#### Provided information ####
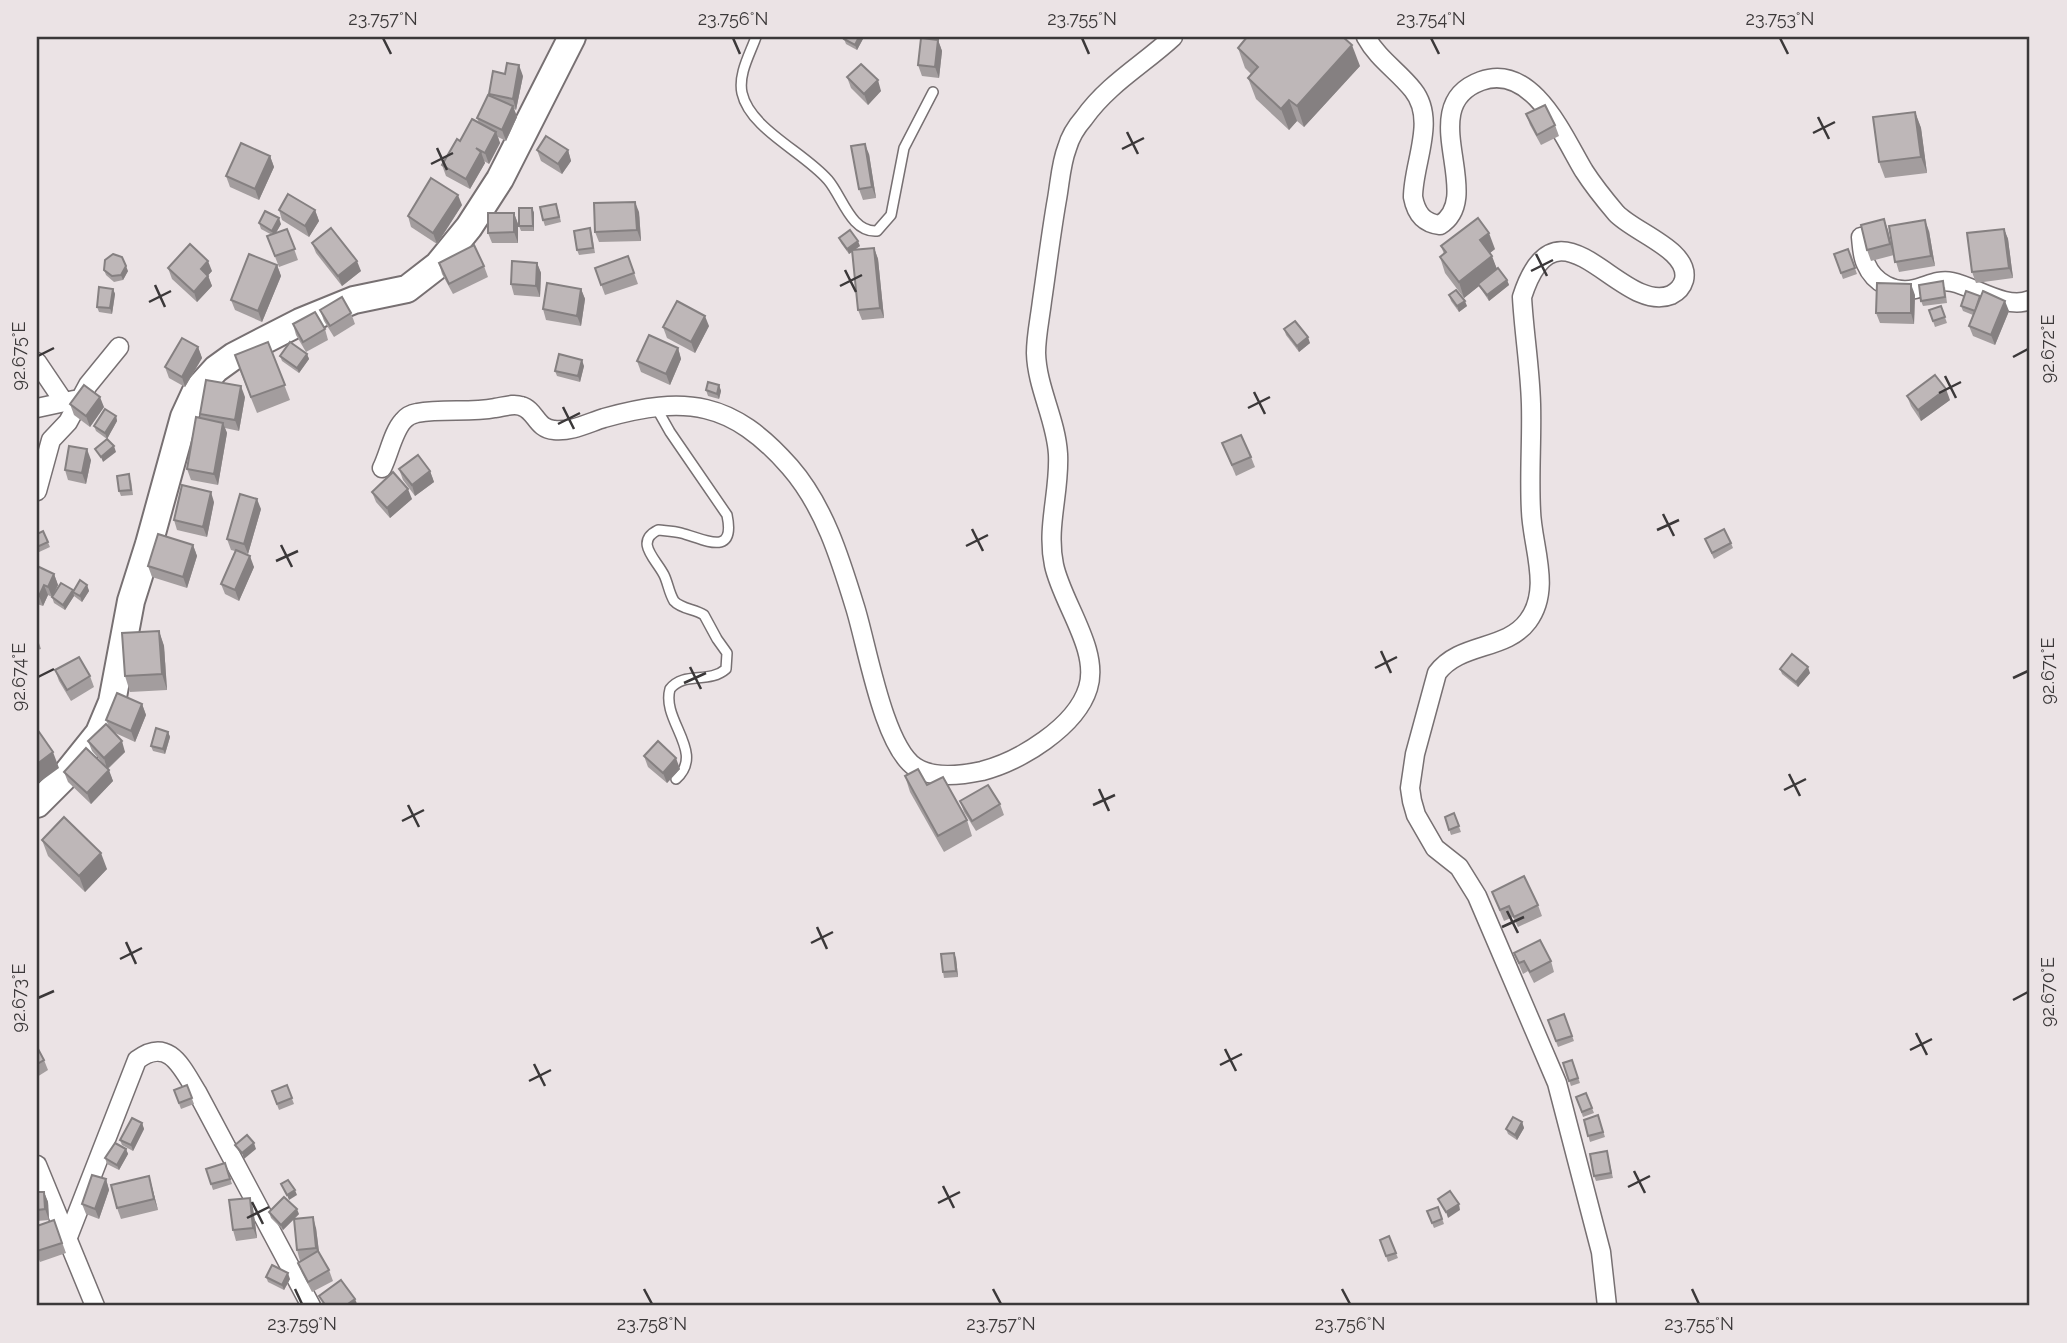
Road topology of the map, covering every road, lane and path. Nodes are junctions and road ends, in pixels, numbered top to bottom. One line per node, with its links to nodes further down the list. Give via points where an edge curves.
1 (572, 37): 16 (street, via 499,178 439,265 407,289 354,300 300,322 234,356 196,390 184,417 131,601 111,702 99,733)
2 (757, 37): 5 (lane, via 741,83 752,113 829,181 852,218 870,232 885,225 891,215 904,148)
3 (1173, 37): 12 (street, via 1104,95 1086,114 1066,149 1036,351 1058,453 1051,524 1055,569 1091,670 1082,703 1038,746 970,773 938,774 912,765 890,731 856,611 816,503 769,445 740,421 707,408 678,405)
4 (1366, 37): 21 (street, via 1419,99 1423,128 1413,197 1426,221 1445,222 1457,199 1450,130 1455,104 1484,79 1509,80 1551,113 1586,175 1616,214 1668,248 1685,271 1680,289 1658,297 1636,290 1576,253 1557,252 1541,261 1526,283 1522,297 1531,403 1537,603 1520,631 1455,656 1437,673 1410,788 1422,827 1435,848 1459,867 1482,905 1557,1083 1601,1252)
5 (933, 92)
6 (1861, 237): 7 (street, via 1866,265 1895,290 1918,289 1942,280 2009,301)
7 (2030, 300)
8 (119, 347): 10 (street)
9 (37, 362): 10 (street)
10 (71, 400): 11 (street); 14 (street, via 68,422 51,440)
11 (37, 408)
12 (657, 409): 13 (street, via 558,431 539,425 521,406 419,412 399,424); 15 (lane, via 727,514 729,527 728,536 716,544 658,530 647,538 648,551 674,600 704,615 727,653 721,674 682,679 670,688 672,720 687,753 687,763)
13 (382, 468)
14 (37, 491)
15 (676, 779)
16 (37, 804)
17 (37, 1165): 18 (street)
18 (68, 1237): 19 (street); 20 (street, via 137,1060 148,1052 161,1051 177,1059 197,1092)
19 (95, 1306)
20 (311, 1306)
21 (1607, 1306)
####
• [What is expected] In your copy of the records, include no pictures; repeat everything else exactly.

• [Task solution]
Road topology of the map, covering every road, lane and path. Nodes are junctions and road ends, in pixels, numbered top to bottom. One line per node, with its links to nodes further down the list. Give via points where an edge curves.
1 (572, 37): 16 (street, via 499,178 439,265 407,289 354,300 300,322 234,356 196,390 184,417 131,601 111,702 99,733)
2 (757, 37): 5 (lane, via 741,83 752,113 829,181 852,218 870,232 885,225 891,215 904,148)
3 (1173, 37): 12 (street, via 1104,95 1086,114 1066,149 1036,351 1058,453 1051,524 1055,569 1091,670 1082,703 1038,746 970,773 938,774 912,765 890,731 856,611 816,503 769,445 740,421 707,408 678,405)
4 (1366, 37): 21 (street, via 1419,99 1423,128 1413,197 1426,221 1445,222 1457,199 1450,130 1455,104 1484,79 1509,80 1551,113 1586,175 1616,214 1668,248 1685,271 1680,289 1658,297 1636,290 1576,253 1557,252 1541,261 1526,283 1522,297 1531,403 1537,603 1520,631 1455,656 1437,673 1410,788 1422,827 1435,848 1459,867 1482,905 1557,1083 1601,1252)
5 (933, 92)
6 (1861, 237): 7 (street, via 1866,265 1895,290 1918,289 1942,280 2009,301)
7 (2030, 300)
8 (119, 347): 10 (street)
9 (37, 362): 10 (street)
10 (71, 400): 11 (street); 14 (street, via 68,422 51,440)
11 (37, 408)
12 (657, 409): 13 (street, via 558,431 539,425 521,406 419,412 399,424); 15 (lane, via 727,514 729,527 728,536 716,544 658,530 647,538 648,551 674,600 704,615 727,653 721,674 682,679 670,688 672,720 687,753 687,763)
13 (382, 468)
14 (37, 491)
15 (676, 779)
16 (37, 804)
17 (37, 1165): 18 (street)
18 (68, 1237): 19 (street); 20 (street, via 137,1060 148,1052 161,1051 177,1059 197,1092)
19 (95, 1306)
20 (311, 1306)
21 (1607, 1306)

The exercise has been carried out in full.